La ciudad de Ghaziabad, en la India, se encuentra bajo una profunda conmoción tras el fallecimiento de tres hermanas este miércoles.
Las menores de 12, 14 y 16 años perdieron la vida tras lanzarse desde el noveno piso del edificio donde residían, una decisión aparentemente motivada por el retiro de sus teléfonos móviles por parte de sus padres.
Según los informes de la Policía local, la tragedia fue el punto culminante de un proceso de adicción digital que se extendió por más de tres años.
La investigación indica que las adolescentes habían mostrado un declive significativo en su rendimiento académico y un ausentismo escolar recurrente.
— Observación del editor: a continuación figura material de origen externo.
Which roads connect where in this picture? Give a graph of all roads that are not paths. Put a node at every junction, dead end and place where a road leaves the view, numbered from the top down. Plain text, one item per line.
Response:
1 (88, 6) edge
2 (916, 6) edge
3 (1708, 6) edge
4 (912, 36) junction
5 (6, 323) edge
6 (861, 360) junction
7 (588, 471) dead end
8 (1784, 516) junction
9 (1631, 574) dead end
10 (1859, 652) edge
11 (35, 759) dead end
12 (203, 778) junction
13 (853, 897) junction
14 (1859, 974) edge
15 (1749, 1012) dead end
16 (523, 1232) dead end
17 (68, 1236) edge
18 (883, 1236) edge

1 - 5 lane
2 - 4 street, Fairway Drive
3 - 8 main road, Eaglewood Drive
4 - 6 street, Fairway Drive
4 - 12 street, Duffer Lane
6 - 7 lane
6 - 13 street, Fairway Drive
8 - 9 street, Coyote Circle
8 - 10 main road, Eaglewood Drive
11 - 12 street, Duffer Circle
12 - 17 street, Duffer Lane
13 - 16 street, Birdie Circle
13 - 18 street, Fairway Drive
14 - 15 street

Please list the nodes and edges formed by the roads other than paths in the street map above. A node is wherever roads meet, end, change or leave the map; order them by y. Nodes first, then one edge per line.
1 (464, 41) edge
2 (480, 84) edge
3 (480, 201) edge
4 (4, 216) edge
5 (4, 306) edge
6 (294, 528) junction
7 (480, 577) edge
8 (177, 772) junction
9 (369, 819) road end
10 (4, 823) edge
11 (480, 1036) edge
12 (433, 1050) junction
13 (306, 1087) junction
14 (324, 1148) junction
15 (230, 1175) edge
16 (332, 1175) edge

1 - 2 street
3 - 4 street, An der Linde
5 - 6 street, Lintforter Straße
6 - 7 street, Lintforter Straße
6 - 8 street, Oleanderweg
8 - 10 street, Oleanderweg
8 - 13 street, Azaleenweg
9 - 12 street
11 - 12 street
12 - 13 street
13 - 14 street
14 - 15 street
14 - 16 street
Su tiempo diario estaba dedicado casi exclusivamente al consumo de contenido surcoreano, incluyendo música (K-pop), series y un juego interactivo de rol basado en tareas emocionales, conocido popularmente como «juego de amor».
La situación se tornó crítica cuando los progenitores, preocupados por el aislamiento y la falta de progreso escolar, decidieron restringir el acceso a los dispositivos móviles. De acuerdo con las autoridades, las hermanas se encerraron en su habitación durante la madrugada bajo el pretexto de salir a beber agua, momento en el que se precipitaron una tras otra al vacío.
Tres hermanas mueren en la Ghaziabad
Antes del suceso, las jóvenes dejaron un diario de ocho páginas y un mensaje manuscrito directo para su padre. «Lean todo lo que está escrito en este diario porque todo es verdad. Lo siento mucho. Perdón, papá», decía el texto, acompañado de un dibujo de un emoticón llorando.
El contenido de la nota revela el nivel de influencia que la cultura pop surcoreana ejercía sobre ellas. Fragmentos compartidos por el padre detallan frases como: «Corea es nuestro mayor amor… no podemos renunciar a Corea, así que nos estamos matando». El escrito finaliza con una amarga recriminación: «Intentaste alejarnos de los coreanos, pero ahora sabes cuánto amamos a los coreanos».
Los agentes encargados del caso sostienen que las menores estaban «profundamente influenciadas» y atrapadas en una dinámica de adicción psicológica.
Este caso ha reabierto el debate en la India sobre la falta de herramientas para que los padres gestionen la dependencia tecnológica de sus hijos y la necesidad de atención psicológica temprana ante signos de aislamiento social derivados del mundo virtual.